*Work instructions*:
From the data below, return all lines holding the string "Italia".

[Records to process — start]

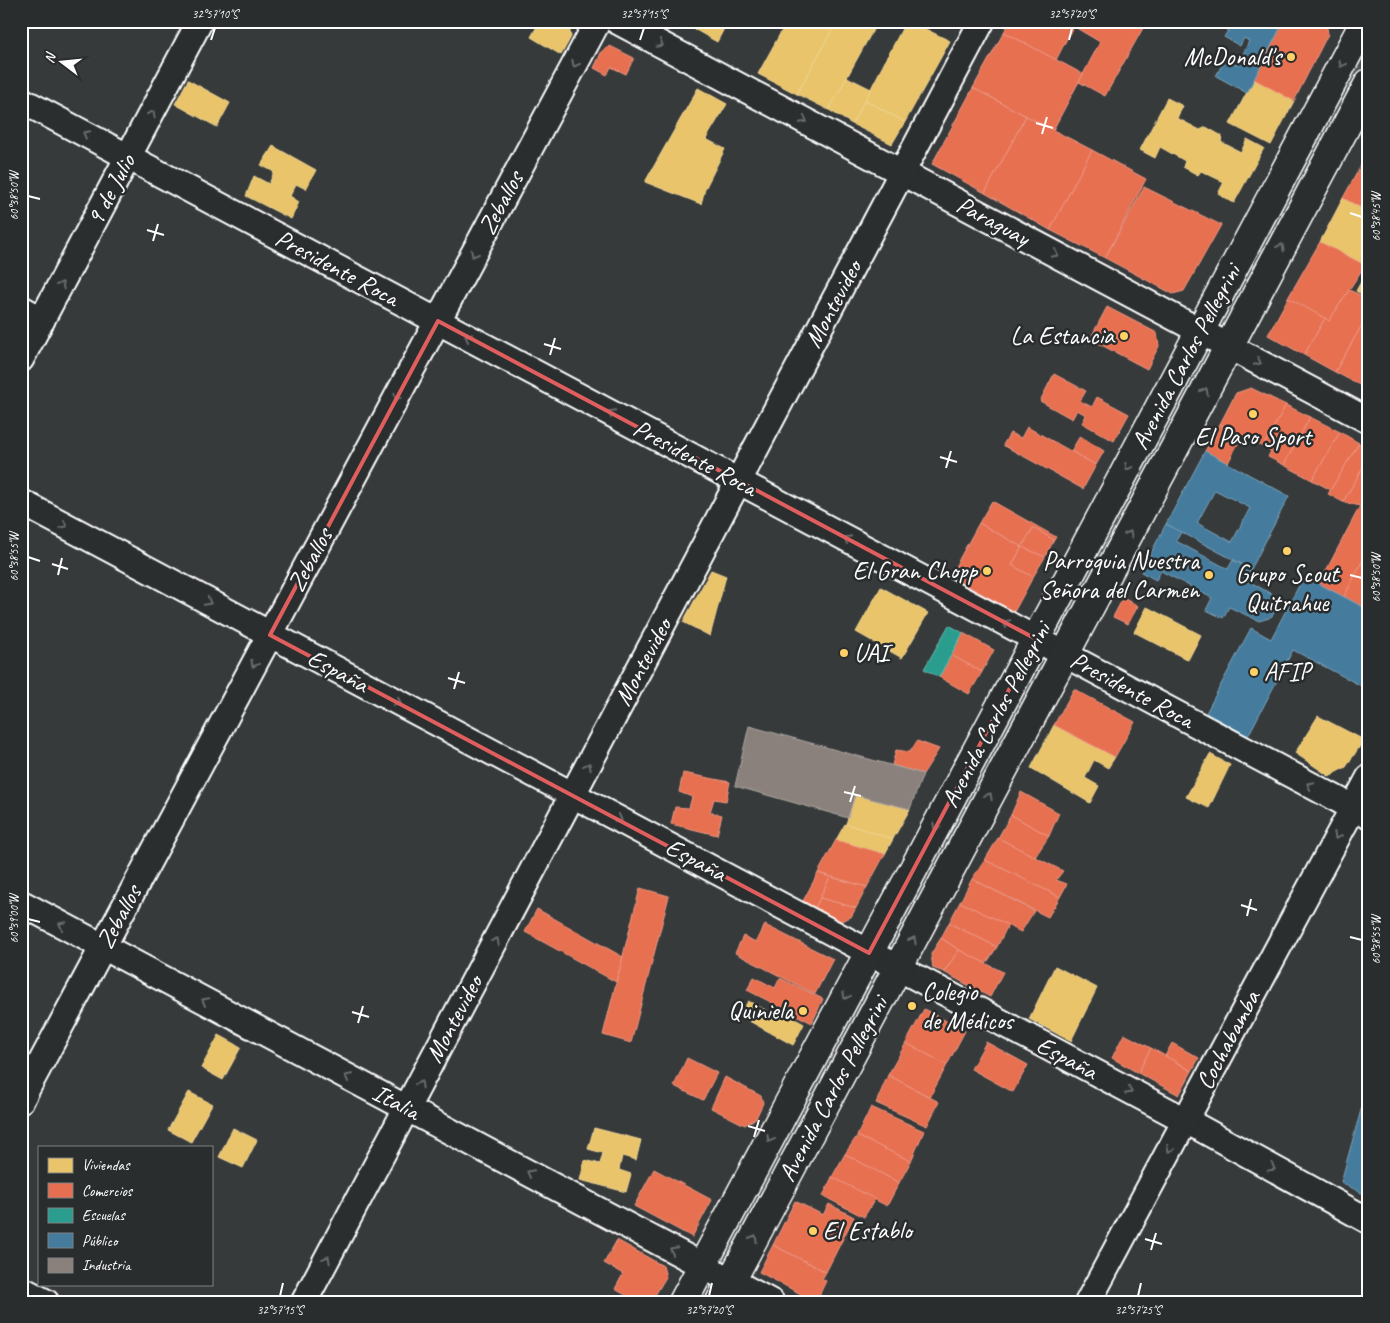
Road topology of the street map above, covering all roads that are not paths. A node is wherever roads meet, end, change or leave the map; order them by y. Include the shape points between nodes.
1 (200, 21) edge
2 (598, 21) edge
3 (617, 21) edge
4 (982, 21) edge
5 (1365, 21) edge
6 (1369, 83) edge
7 (21, 100) edge
8 (129, 157) junction
9 (902, 173) junction
10 (32, 314) edge
11 (438, 321) junction
12 (1200, 331) junction
13 (1228, 346) junction
14 (21, 359) edge
15 (1369, 421) edge
16 (739, 481) junction
17 (21, 502) edge
18 (270, 635) junction
19 (1036, 639) junction
20 (1065, 654) junction
21 (1369, 778) edge
22 (573, 795) junction
23 (1361, 812) edge
24 (21, 903) edge
25 (103, 947) junction
26 (869, 953) junction
27 (898, 968) junction
28 (21, 1100) edge
29 (407, 1108) junction
30 (1185, 1120) junction
31 (1369, 1221) edge
32 (703, 1266) junction
33 (21, 1289) edge
34 (726, 1291) edge
35 (46, 1302) edge
36 (304, 1302) edge
37 (684, 1302) edge
38 (771, 1302) edge
39 (1088, 1302) edge

8 -> 1 street, 9 de Julio
2 -> 11 street, Zeballos
3 -> 9 street, Paraguay
4 - 9 street, Montevideo
5 -> 12 main road, Avenida Carlos Pellegrini
13 -> 6 main road, Avenida Carlos Pellegrini
8 -> 7 street, Presidente Roca
10 -> 8 street, 9 de Julio
8 - 11 street, Presidente Roca
9 -> 12 street, Paraguay
9 - 16 street, Montevideo
10 - 14 street, 9 de Julio
16 -> 11 street, Presidente Roca
11 -> 18 street, Zeballos
12 - 13 street, Paraguay
12 -> 19 main road, Avenida Carlos Pellegrini
13 -> 15 street, Paraguay
20 -> 13 main road, Avenida Carlos Pellegrini
19 -> 16 street, Presidente Roca
22 -> 16 street, Montevideo
17 -> 18 street, España
18 -> 22 street, España
18 -> 25 street, Zeballos
19 - 20 street, Presidente Roca
19 -> 26 main road, Avenida Carlos Pellegrini
23 -> 20 street, Presidente Roca
27 -> 20 main road, Avenida Carlos Pellegrini
21 - 23 street, Cochabamba
22 -> 26 street, España
29 -> 22 street, Montevideo
23 -> 30 street, Cochabamba
25 -> 24 street, Italia
25 - 28 street, Zeballos
29 -> 25 street, Italia
26 - 27 street, España
26 -> 32 main road, Avenida Carlos Pellegrini
27 -> 30 street, España
34 -> 27 main road, Avenida Carlos Pellegrini
32 -> 29 street, Italia
36 -> 29 street, Montevideo
30 -> 31 street, España
30 -> 39 street, Cochabamba
32 - 34 street, Italia
32 - 37 main road, Avenida Carlos Pellegrini
33 - 35 street
34 - 38 street, Italia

[Records to process — finish]

*Written response*:
25 -> 24 street, Italia
29 -> 25 street, Italia
32 -> 29 street, Italia
32 - 34 street, Italia
34 - 38 street, Italia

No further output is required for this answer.